▶ **EXERCISE DIRECTIONS**: Copy, from the data below, every line that has "Left" in it.

▶ **PROVIDED DATA**:
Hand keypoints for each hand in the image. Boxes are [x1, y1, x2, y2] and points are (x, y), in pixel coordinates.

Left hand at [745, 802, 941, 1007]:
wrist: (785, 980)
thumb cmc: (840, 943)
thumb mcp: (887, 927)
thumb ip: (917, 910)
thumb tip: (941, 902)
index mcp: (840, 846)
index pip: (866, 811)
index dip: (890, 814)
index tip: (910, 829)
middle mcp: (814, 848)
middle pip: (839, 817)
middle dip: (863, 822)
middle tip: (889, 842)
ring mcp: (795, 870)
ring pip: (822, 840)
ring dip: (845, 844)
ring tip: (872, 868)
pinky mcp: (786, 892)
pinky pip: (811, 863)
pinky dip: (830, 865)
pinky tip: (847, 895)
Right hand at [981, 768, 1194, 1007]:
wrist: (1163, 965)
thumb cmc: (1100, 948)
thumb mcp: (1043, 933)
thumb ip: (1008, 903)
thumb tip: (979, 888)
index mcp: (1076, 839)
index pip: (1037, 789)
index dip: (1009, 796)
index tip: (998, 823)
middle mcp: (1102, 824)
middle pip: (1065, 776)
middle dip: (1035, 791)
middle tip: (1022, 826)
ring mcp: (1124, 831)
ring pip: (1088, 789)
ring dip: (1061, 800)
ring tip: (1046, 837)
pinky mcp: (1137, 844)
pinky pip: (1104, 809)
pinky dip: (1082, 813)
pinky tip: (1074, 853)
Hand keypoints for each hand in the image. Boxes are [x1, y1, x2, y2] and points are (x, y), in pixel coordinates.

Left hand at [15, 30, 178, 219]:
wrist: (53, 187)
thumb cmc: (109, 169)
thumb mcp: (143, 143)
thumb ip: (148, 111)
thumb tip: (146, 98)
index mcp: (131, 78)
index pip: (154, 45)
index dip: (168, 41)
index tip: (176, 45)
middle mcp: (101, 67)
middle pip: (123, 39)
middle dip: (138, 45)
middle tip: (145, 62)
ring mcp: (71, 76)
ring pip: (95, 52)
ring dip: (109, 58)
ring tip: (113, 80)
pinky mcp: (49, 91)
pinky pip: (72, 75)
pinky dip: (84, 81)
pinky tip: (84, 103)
---
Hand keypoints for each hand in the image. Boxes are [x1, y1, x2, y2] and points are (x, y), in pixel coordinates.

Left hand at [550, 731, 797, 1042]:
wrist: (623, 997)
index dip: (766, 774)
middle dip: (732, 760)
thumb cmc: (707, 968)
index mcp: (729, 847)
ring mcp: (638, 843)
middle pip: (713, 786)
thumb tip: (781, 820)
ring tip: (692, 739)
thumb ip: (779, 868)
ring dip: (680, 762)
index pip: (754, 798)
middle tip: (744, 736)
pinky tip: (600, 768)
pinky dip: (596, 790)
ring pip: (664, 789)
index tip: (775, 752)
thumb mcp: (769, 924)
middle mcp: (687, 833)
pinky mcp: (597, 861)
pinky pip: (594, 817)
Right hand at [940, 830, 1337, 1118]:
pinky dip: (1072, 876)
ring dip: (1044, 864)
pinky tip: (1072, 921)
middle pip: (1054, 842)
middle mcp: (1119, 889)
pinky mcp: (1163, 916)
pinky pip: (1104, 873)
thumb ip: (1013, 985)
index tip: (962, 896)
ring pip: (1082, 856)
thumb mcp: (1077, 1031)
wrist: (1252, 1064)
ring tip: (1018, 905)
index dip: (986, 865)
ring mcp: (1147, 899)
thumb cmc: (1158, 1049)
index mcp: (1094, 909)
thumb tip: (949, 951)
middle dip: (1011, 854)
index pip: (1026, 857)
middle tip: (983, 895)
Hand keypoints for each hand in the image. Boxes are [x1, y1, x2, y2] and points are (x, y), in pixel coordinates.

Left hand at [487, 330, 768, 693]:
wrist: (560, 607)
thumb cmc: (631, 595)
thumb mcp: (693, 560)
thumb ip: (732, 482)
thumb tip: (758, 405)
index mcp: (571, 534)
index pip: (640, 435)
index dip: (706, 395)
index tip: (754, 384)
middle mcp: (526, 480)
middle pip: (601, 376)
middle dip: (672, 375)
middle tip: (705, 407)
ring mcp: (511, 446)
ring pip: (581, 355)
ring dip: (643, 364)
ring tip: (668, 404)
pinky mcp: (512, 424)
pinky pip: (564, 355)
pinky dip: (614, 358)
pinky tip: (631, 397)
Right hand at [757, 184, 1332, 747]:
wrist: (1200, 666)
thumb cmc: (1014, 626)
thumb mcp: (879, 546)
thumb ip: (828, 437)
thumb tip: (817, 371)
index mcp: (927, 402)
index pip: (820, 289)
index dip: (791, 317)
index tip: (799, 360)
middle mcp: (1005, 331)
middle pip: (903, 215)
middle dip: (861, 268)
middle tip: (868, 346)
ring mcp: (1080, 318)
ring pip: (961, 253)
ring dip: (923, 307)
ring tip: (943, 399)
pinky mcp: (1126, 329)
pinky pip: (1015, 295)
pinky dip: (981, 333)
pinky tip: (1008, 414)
--
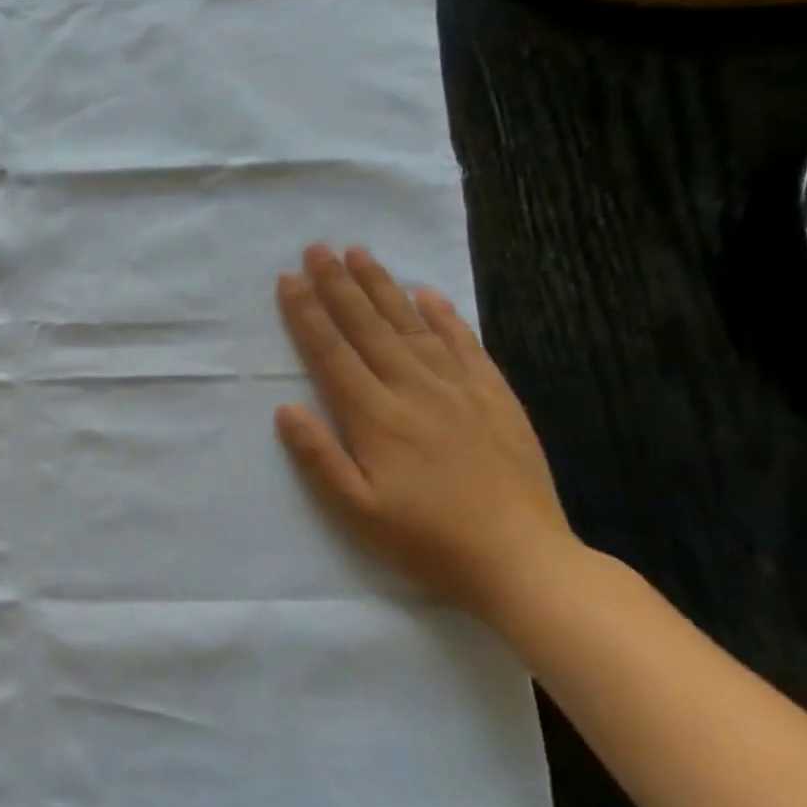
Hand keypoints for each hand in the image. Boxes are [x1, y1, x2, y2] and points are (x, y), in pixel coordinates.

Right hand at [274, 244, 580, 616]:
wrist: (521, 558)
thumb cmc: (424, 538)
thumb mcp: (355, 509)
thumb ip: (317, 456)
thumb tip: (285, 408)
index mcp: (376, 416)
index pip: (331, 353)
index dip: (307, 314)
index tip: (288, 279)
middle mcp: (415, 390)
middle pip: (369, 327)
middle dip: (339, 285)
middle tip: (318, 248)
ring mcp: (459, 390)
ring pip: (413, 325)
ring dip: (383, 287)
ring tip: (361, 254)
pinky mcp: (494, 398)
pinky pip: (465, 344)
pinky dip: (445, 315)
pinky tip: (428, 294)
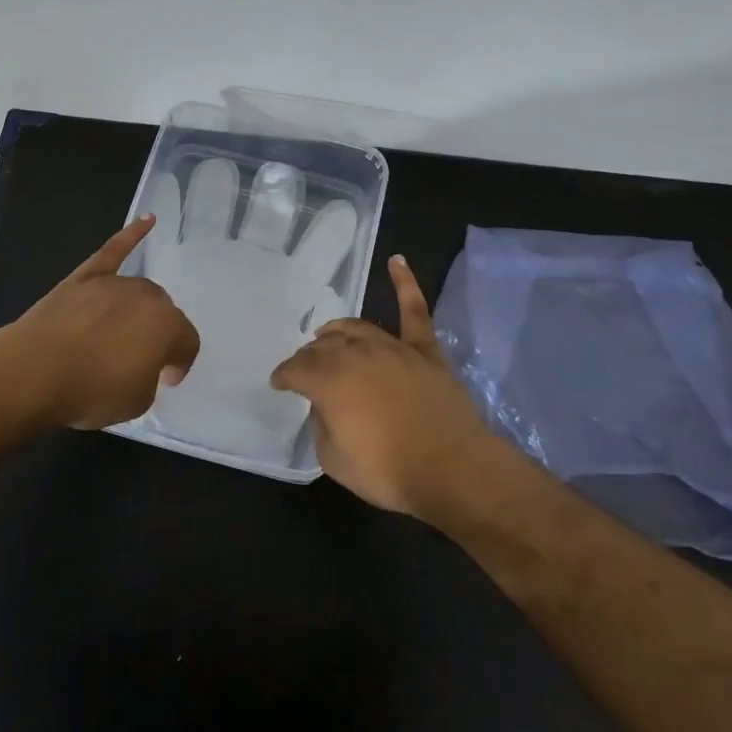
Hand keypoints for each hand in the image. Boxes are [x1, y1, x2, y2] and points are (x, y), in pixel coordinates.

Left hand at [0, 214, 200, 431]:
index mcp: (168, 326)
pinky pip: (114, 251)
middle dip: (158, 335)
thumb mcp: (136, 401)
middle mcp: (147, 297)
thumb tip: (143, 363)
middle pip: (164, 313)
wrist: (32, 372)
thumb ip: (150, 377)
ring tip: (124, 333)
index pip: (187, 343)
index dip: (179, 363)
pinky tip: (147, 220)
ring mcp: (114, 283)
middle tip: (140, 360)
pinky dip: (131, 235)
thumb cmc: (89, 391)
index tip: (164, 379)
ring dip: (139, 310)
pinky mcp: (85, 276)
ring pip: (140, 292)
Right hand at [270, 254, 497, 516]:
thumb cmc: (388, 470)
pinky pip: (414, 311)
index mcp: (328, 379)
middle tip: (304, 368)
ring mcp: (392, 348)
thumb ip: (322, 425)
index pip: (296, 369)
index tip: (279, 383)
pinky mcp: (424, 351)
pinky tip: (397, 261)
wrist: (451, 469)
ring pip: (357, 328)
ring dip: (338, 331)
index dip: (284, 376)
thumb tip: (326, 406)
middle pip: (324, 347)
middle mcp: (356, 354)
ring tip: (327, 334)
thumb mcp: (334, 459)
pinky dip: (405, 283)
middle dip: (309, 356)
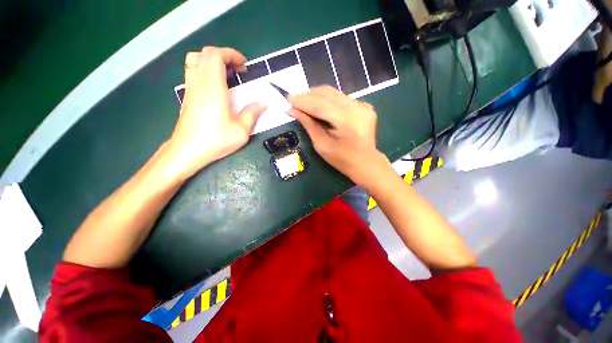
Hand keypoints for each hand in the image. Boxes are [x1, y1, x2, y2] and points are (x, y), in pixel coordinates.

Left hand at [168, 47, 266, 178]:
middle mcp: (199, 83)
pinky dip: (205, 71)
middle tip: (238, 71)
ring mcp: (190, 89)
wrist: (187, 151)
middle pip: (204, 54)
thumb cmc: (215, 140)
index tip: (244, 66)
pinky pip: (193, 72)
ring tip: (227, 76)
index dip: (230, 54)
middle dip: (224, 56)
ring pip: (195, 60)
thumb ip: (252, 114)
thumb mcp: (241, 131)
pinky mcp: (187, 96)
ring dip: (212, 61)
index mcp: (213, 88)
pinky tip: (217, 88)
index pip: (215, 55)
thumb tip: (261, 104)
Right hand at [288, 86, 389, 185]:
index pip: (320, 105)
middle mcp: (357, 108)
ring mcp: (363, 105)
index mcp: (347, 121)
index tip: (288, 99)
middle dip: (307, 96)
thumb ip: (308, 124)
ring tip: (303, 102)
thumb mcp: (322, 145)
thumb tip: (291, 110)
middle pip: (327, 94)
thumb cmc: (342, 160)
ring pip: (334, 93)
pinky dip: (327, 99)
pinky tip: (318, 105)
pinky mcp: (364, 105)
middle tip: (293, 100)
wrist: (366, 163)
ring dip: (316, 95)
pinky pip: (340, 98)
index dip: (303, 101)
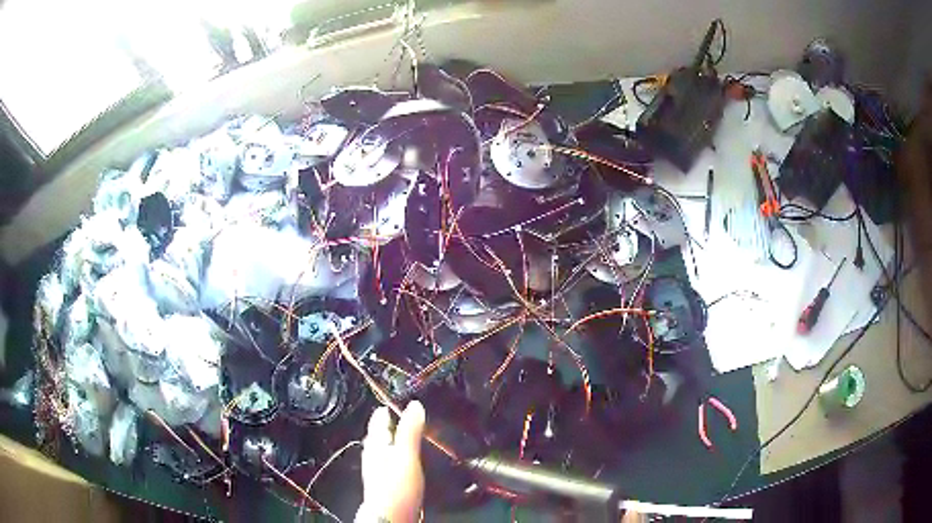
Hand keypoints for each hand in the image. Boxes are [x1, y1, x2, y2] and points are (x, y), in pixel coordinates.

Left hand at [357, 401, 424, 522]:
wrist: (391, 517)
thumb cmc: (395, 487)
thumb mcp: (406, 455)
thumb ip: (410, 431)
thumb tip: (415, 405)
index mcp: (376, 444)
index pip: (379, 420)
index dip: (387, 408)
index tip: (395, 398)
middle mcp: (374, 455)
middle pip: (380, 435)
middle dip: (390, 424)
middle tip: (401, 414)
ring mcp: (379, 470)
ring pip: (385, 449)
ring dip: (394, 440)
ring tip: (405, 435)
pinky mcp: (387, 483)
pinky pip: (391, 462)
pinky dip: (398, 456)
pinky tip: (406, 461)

▶ **YOUR RESPONSE**:
Left hand at [745, 802, 941, 1007]:
Left hand at [15, 30, 178, 219]:
Left hand at [550, 731, 797, 1042]:
Left hand at [487, 330, 768, 693]:
Left hand at [0, 214, 200, 431]:
Left hand at [168, 47, 266, 178]:
Left hand at [357, 401, 424, 522]:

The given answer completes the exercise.